◆ **Action item**: Determine how many lines in the entries below contain "MODELS", and output only that number.

◆ **Dataset records**:
- Opening Delimiter -

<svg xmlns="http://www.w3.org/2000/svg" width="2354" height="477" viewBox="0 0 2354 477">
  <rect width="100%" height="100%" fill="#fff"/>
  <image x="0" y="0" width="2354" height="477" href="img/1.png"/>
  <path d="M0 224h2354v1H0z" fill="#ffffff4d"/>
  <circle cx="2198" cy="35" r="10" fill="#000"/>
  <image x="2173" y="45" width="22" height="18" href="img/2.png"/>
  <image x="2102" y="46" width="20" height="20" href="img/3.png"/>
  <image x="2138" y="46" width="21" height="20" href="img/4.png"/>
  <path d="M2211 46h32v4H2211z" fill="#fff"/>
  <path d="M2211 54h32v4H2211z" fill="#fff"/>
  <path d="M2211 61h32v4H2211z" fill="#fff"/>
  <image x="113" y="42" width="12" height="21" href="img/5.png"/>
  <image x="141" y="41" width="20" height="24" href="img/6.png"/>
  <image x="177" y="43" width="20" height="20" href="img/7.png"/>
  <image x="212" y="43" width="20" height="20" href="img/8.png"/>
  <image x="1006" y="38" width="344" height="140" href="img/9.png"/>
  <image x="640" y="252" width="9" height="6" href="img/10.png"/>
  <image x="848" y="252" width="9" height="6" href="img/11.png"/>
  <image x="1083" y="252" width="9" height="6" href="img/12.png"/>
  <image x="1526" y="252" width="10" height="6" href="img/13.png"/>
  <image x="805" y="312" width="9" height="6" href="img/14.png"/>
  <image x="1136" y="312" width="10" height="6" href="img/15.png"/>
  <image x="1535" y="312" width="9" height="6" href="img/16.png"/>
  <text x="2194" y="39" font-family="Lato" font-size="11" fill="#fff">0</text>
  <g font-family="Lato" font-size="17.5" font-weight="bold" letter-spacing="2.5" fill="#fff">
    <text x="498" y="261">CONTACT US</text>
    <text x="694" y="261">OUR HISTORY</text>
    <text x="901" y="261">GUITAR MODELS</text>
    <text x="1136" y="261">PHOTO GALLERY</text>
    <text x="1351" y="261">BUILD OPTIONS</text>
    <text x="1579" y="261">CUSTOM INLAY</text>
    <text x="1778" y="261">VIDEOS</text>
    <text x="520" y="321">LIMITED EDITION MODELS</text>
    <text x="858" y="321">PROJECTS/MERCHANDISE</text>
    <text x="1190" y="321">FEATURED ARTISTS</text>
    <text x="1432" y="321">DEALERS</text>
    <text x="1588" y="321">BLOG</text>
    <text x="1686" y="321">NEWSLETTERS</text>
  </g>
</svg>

- Closing Delimiter -

◆ **Solution for this task**: 2